Stored entries:

···

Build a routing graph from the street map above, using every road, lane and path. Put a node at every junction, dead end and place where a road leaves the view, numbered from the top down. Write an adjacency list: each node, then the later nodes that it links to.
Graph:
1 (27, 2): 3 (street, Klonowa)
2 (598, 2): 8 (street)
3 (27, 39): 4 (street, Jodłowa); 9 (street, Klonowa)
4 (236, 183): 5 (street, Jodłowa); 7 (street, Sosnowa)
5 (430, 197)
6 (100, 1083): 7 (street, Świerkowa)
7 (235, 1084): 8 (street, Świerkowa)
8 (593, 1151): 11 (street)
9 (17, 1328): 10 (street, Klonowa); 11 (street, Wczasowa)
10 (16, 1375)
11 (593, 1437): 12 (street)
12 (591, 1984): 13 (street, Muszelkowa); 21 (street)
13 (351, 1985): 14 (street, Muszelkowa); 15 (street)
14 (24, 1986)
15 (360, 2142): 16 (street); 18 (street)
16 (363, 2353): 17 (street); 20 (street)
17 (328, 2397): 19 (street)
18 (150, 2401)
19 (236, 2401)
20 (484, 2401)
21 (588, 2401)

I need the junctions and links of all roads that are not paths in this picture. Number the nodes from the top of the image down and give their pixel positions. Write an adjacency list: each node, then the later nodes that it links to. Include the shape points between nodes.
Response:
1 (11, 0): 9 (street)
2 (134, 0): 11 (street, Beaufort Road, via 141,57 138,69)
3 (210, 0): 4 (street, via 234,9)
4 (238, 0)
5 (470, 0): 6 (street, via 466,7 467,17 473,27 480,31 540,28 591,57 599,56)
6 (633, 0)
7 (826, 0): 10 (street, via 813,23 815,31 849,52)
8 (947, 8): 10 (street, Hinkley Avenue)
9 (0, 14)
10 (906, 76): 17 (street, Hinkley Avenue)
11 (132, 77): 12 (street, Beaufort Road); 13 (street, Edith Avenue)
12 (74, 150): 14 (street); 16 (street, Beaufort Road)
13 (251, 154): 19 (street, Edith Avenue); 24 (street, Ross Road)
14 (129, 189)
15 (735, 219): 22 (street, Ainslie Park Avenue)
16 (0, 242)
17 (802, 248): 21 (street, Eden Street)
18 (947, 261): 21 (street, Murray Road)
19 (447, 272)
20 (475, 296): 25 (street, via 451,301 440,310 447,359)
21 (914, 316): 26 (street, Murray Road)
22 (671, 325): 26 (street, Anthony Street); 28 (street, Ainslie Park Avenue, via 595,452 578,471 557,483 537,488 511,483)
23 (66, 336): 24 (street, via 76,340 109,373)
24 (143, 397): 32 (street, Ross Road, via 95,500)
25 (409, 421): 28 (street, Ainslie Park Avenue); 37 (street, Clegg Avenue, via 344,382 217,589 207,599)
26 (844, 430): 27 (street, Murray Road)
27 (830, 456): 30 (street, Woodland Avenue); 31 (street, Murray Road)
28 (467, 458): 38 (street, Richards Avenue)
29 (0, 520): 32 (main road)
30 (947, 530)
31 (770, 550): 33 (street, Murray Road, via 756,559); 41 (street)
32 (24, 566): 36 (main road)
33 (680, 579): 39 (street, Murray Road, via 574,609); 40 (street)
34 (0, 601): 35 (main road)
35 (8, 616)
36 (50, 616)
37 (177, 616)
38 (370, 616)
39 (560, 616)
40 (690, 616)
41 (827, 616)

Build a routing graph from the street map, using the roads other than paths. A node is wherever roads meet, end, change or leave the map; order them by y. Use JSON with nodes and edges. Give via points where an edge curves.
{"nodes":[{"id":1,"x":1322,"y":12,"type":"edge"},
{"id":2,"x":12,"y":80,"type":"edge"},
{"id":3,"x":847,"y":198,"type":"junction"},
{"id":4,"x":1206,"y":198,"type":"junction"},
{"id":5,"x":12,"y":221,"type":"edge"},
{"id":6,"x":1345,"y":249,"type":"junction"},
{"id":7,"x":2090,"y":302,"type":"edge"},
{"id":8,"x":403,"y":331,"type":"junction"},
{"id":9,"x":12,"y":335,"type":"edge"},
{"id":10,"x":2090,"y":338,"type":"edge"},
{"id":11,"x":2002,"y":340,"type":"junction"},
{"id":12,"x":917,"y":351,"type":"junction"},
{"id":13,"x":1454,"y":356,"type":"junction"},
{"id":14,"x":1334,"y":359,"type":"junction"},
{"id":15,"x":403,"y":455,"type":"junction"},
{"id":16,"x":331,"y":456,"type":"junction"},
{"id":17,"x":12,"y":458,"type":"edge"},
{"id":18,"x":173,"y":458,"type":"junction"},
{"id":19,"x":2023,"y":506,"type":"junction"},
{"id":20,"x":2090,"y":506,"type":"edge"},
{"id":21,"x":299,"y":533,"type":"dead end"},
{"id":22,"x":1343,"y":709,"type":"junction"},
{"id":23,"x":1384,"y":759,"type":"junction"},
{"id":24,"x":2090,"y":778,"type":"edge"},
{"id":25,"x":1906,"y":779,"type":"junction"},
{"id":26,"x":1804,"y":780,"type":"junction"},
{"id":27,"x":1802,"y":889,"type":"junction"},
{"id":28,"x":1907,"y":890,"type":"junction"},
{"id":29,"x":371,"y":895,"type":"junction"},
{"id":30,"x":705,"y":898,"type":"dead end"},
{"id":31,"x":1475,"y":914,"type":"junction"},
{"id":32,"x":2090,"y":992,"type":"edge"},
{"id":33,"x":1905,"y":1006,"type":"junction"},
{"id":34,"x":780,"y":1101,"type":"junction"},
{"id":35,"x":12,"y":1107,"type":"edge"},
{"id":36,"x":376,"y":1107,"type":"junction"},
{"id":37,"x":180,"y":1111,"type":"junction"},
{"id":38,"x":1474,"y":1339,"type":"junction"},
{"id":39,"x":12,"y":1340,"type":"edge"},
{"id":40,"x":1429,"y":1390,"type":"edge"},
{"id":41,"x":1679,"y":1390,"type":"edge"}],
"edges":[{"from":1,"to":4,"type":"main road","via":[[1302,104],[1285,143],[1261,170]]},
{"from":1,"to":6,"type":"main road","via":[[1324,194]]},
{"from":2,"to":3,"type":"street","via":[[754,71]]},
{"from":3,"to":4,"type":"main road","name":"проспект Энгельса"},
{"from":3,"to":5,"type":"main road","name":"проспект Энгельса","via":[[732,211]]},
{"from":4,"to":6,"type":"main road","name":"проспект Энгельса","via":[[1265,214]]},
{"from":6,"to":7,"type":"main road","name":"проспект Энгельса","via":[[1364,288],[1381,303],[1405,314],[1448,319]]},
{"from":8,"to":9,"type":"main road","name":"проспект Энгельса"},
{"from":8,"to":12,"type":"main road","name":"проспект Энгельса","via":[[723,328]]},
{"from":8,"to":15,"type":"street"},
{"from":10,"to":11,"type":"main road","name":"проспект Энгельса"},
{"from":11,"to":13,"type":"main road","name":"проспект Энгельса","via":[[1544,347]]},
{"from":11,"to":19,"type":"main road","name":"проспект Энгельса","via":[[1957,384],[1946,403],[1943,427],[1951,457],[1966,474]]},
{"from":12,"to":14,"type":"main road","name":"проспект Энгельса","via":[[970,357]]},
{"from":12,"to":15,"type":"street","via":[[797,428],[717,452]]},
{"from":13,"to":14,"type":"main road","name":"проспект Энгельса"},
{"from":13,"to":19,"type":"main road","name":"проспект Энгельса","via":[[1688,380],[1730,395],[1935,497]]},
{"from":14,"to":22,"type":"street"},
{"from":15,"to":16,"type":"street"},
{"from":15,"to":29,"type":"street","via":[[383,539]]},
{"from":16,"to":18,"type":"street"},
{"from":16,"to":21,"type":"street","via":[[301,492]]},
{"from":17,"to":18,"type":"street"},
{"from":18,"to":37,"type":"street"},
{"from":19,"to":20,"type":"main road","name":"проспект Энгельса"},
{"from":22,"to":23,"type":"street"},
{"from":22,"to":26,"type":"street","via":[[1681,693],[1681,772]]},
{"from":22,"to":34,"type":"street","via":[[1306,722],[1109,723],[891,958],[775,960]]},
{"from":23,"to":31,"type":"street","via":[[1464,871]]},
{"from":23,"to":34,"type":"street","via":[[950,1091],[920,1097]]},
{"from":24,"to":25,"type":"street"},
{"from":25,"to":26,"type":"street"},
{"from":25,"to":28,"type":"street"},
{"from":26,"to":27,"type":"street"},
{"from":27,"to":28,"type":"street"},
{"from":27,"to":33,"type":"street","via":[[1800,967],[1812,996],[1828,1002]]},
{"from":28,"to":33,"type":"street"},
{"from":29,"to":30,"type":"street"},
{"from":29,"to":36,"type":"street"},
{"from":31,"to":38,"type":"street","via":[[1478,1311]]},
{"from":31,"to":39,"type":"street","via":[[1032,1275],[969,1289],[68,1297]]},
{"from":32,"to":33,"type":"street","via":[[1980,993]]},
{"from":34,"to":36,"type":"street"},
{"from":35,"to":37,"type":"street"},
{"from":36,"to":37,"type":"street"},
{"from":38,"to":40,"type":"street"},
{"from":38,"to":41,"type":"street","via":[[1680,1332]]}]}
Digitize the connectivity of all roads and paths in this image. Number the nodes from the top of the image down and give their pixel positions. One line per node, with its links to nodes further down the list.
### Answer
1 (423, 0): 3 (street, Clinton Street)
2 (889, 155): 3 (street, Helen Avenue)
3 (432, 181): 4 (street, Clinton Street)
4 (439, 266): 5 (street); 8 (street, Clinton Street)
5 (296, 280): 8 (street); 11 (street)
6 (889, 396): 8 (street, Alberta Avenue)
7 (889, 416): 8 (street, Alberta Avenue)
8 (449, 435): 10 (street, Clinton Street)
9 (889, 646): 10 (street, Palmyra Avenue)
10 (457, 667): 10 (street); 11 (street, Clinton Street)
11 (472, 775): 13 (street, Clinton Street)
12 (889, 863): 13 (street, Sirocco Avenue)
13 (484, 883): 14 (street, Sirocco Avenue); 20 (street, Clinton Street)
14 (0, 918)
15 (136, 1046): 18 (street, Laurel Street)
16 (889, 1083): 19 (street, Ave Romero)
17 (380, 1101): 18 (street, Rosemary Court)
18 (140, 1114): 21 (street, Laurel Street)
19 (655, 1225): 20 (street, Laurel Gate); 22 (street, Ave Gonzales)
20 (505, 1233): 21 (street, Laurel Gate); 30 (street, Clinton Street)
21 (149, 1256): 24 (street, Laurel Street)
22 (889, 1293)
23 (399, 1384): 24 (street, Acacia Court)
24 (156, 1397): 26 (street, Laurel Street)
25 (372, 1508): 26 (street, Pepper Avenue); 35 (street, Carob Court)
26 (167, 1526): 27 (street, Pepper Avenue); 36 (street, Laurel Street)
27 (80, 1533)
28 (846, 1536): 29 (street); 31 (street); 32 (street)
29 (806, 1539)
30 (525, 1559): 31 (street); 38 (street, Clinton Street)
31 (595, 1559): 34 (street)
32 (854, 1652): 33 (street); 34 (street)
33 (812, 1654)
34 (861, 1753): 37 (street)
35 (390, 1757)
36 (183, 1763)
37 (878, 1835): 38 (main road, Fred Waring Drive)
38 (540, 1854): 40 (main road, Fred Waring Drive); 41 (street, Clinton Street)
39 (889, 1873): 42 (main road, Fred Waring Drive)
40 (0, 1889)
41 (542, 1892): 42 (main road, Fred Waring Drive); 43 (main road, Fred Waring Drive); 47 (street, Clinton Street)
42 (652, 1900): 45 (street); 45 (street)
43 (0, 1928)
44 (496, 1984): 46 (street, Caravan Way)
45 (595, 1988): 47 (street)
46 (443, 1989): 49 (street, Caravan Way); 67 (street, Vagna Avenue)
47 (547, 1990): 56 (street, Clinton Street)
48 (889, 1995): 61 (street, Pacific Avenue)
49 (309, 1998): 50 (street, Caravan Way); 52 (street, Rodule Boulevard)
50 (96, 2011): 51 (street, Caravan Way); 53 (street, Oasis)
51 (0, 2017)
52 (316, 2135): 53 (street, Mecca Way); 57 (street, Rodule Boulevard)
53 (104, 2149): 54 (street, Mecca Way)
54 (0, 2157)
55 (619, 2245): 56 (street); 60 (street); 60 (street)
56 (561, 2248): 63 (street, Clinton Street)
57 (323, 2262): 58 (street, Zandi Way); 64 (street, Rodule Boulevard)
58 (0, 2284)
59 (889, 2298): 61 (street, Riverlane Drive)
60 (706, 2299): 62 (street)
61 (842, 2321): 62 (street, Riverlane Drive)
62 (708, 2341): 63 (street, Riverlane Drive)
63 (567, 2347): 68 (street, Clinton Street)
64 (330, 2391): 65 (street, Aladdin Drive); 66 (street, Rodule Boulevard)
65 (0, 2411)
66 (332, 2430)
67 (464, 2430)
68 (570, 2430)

···

Where the word "Świerkowa" appears in a line of the entries, copy that line.

6 (100, 1083): 7 (street, Świerkowa)
7 (235, 1084): 8 (street, Świerkowa)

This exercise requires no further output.